Face à l’aggravation de la crise d’insalubrité qui paralyse la ville-province de Kinshasa, le Chef de l’État a tranché. Il reprend personnellement la conduite du dossier de l’assainissement urbain. Un signal fort envoyé aux Kinois, aux autorités urbaines et à tous les acteurs concernés par la gestion de la capitale congolaise.
Pour traduire cette volonté politique en actions concrètes, une task force spéciale vient d’être mise sur pied. Placée directement sous l’autorité du Président de la République, cette structure a un mandat clair : accélérer, coordonner et imposer les opérations de salubrité et de restauration de l’ordre public à Kinshasa.
L’objectif est simple et urgent. Mettre fin à la dégradation avancée qui ronge la capitale depuis des années. Dépotoirs sauvages, caniveaux bouchés, marchés pirates, constructions anarchiques, embouteillages monstres… Le tableau est connu. La nouvelle équipe doit maintenant le transformer.
Pour piloter cette machine de guerre contre l’insalubrité, le Chef de l’État a porté son choix sur un homme de terrain. Le général-major Jean-Pierre Kasongo Kabwik, commandant du Service national, prend la tête de cette structure stratégique.
Sa nomination n’est pas un hasard. Réputé pour sa rigueur, sa discipline et sa capacité à mobiliser rapidement des troupes sur le terrain, le général Kasongo Kabwik incarne le profil d’exécutant dont Kinshasa a besoin. Loin des discours et des commissions, il est attendu sur les points chauds : les décharges illégales, les artères encombrées, les zones à risque d’inondation.
Son expérience au Service national, où il a déjà mené plusieurs opérations de réhabilitation et d’encadrement de la jeunesse, est vue comme un atout majeur. Il connaît les mécanismes de mobilisation de masse et la logistique de grands chantiers.
Les 4 chantiers prioritaires de la task force
Le mandat de cette équipe est opérationnel et sans détour. Quatre fronts ont été définis comme prioritaires :
1. Guerre aux dépotoirs sauvages : Identification, déguerpissement et évacuation de tous les sites d’immondices créés illégalement. L’accent sera mis sur les rivières, les bords de route et les espaces publics transformés en décharges à ciel ouvert.

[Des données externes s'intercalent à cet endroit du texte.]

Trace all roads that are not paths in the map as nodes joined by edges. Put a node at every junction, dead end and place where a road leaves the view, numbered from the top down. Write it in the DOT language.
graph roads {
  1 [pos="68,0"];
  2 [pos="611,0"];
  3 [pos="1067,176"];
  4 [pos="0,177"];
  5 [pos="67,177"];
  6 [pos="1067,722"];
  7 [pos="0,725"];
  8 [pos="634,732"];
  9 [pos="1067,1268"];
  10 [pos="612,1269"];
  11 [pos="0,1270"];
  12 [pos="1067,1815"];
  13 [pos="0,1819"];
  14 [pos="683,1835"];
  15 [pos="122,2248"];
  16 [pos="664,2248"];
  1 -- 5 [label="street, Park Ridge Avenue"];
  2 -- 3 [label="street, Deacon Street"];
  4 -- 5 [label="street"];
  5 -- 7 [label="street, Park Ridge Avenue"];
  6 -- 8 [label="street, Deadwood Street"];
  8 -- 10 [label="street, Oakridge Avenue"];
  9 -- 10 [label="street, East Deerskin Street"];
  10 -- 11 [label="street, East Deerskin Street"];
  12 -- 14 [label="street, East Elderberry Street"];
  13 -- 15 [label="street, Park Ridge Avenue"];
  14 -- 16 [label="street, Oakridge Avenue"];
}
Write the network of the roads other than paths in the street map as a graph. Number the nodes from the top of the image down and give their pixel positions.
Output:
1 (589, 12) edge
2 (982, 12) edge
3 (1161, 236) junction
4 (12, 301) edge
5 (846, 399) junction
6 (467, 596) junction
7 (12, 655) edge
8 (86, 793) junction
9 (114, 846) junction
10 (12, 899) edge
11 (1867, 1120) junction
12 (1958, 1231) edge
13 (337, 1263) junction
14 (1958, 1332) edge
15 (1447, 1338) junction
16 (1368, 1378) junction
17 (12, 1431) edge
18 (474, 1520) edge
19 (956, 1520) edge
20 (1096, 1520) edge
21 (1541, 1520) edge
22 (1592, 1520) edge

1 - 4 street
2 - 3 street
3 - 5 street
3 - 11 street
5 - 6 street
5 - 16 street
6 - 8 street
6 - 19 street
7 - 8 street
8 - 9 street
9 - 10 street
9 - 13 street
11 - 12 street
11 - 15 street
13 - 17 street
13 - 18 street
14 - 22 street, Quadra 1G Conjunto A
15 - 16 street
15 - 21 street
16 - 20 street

2. Libération des espaces publics : Fin de l’occupation anarchique des trottoirs, avenues et places. Marchés pirates, garages sauvages, kiosques et terrasses illégales seront dégagés pour redonner à Kinshasa son plan de voirie initial.
3. Lutte contre l’insalubrité chronique : Curage massif des caniveaux, drainage des eaux stagnantes, et mise en place d’un système de collecte des déchets plus efficace. L’idée est de casser le cycle des inondations et des épidémies liées à la saleté.
4. Restauration de l’ordre urbain : Travailler de concert avec la police et les autorités municipales pour faire respecter les lois d’urbanisme. L’objectif est de décourager les constructions non autorisées et le commerce sauvage qui étouffent la ville.
Cette décision marque un tournant. Jusqu’ici, le dossier de l’assainissement relevait principalement du gouvernement provincial et des communes. En le récupérant, le Président envoie un message : l’échec n’est plus une option. La situation de Kinshasa est devenue une question de souveraineté et de dignité nationale.
La task force présidentielle dispose donc de tous les leviers pour agir vite. Elle doit prouver que l’État peut encore reprendre le contrôle de sa capitale. Les Kinois, fatigués de vivre dans les déchets et le chaos, attendent des résultats visibles dans les semaines à venir, pas seulement des annonces.
Le défi est immense, mais la méthode est claire : autorité, rigueur et action de terrain. Reste à voir si cette nouvelle dynamique suffira à redonner à Kinshasa le visage d’une capitale digne de la RDC.